The veteran’s boss graciously offered to drive him to and from work, 45 minutes each way, but Morrissette said it was not a long-term solution.

Unfortunately, finding help can be a hardship in and of itself. CCVIP partners with other local organizations to unlock available resources for veterans in need, but many services are restricted by income level.

This problem required some creative problem-solving. Shifflett said she happened to be talking about her job to Kim Heard of Westminster, the mother of one of Shifflett’s friends, when Heard realized she could help Morrissette.

“I’m guilty, like everyone else, of saying something needs to be done and then not doing anything,” Heard said.

Heard realized that the 2004 Cadillac CTS sitting in her driveway unused would be an easy thing to give to someone who has already given the country so much.
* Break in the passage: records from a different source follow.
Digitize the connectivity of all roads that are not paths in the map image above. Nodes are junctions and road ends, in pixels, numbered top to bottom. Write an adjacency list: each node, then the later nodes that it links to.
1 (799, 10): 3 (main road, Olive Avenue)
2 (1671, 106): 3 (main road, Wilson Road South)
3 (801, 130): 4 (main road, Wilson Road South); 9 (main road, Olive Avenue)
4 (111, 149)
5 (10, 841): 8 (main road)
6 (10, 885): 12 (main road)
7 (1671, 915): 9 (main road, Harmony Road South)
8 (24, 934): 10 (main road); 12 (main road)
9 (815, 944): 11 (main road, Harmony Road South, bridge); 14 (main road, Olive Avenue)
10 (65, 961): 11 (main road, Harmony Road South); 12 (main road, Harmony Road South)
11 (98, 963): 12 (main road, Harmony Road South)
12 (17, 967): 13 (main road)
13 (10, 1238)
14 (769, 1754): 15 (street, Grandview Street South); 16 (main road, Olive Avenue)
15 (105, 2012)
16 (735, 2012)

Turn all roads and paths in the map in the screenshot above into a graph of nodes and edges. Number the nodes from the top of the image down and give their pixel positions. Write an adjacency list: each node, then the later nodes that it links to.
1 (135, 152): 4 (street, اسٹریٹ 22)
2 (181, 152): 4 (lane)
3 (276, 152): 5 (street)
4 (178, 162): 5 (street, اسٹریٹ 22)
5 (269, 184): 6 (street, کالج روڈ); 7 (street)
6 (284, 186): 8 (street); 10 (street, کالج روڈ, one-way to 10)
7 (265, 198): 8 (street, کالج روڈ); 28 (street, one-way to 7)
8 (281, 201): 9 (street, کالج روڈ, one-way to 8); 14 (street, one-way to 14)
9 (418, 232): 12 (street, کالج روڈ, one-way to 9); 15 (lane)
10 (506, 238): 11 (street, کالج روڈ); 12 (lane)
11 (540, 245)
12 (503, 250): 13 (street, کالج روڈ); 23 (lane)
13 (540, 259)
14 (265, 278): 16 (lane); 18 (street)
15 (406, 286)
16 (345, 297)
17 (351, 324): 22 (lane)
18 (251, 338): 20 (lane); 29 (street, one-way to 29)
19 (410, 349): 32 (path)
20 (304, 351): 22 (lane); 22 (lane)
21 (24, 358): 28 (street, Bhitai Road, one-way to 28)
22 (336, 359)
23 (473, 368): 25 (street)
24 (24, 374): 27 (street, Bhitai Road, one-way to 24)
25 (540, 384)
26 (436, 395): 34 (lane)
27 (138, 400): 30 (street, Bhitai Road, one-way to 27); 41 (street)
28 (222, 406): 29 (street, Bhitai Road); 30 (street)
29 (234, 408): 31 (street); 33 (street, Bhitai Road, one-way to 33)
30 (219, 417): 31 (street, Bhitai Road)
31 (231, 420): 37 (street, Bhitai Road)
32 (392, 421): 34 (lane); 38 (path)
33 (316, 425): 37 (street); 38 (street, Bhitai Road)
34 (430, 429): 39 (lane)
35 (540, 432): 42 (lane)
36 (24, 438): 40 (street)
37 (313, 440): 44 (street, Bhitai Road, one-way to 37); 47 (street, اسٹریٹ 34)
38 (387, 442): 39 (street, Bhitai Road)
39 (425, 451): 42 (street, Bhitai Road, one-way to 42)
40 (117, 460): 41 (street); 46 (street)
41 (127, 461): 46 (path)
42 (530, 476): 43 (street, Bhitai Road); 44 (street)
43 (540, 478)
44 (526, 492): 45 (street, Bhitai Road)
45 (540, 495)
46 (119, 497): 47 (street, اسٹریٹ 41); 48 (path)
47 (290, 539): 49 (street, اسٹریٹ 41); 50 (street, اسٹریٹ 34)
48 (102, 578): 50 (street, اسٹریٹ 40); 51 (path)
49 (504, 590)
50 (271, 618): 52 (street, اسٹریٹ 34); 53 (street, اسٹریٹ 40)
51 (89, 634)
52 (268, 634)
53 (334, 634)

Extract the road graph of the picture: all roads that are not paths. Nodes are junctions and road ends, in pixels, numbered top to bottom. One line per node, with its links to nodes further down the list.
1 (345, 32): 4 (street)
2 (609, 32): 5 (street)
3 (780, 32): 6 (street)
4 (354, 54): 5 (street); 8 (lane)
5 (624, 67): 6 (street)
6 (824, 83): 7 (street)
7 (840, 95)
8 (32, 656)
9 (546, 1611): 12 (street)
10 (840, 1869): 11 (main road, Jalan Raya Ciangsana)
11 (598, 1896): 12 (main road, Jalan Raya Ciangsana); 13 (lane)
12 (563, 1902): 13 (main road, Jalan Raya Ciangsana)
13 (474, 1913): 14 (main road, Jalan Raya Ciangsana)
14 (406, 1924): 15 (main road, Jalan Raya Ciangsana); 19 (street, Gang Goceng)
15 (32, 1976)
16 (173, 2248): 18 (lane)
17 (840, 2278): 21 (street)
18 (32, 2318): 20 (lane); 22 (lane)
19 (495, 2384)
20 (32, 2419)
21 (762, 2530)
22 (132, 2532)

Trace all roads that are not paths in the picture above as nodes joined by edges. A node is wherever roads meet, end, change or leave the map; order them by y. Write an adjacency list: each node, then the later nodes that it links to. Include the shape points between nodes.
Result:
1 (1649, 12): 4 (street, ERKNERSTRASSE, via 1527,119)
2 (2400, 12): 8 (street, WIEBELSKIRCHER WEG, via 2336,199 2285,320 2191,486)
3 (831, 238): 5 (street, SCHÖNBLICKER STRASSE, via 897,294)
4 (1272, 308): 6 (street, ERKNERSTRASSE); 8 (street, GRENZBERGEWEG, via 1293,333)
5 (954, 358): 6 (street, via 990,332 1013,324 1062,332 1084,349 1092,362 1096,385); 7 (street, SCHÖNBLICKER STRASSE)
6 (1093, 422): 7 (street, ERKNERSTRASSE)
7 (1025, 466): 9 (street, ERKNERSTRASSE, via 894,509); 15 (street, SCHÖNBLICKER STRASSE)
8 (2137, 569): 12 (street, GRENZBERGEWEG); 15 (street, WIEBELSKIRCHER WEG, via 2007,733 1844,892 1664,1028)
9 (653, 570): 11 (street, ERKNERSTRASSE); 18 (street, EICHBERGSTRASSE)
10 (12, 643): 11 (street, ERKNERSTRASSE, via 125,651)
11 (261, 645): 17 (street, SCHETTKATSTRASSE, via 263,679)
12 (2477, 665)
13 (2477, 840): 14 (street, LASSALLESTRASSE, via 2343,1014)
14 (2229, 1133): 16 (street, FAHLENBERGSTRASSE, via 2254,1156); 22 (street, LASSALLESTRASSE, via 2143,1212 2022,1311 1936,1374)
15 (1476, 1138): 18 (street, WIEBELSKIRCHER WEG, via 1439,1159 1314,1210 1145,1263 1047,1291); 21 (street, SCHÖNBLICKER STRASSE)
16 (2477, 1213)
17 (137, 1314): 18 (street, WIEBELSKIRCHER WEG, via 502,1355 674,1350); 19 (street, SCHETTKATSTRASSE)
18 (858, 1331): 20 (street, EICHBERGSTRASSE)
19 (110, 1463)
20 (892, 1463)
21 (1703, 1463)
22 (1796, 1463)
That car was originally driven by Heard’s late father, who served in the Coast Guard, and she said he would love the idea of donating it to support a fellow veteran.

“We focus on too many other things that aren’t, in my opinion, as important as those who stood up for our country and continue to stand for country,” Heard said.

In another stroke of good luck, Shifflett’s fiance happened to be a mechanic at LaScuola Motorworks, and was able to convince owner John LaScuola to donate the parts and labor to make the car ready for Morrissette.

Repairs were relatively extensive, including tires, belts, suspension parts and more — the donation of parts and labor totaled around $3,000. LaScuola, of Westminster, said handing the car off to Morrissette was surprisingly emotional and it felt good to help someone in need.

“Having a local business means more than just making money, in my opinion,” LaScuola said. “The community is the one who allows us to even be there in the first place, so any way that I can try and give back makes the most sense — I try and institute that even in smaller ways in my business. It’s part of our business philosophy that our main goal is not really to make money, our main goal is to serve the community, and I personally believe that if we do that money will follow.”

The tire donation was particularly gracious because LaScuola does not stock tires, Sidock said. The repairs were performed at LaScuola’s newer Eldersburg location. The business opened in Randallstown in 1989.

Veterans of Foreign Wars District 7 Cmdr. Aaron “Doc” Dockery donated Morrissette’s first tank of gas and CCVIP provided funding for Morrissette to get his tags.

Sidock said Morrissette smiled like a kid in a candy shop when he received the tags and realized he was getting the help he needed.

“Anything that you can do for either a veteran or anybody in general — any small acts of kindness make huge ripples and really change somebody’s day and life,” Shifflett said.

Anyone in need of help from the Carroll County Veterans for Independence Project can call 667-314-3700, email, or reach out to Shifflett directly at Anyone interested in making a donation to support the project can also email

Sidock said veterans face unique challenges reacclimating to civilian life and any donation helps.

“This allows me to try to get back on my feet,” Morrissette said, “move into a new place, continue with a good job, have benefits, save up a little bit of money and eventually help somebody else out.”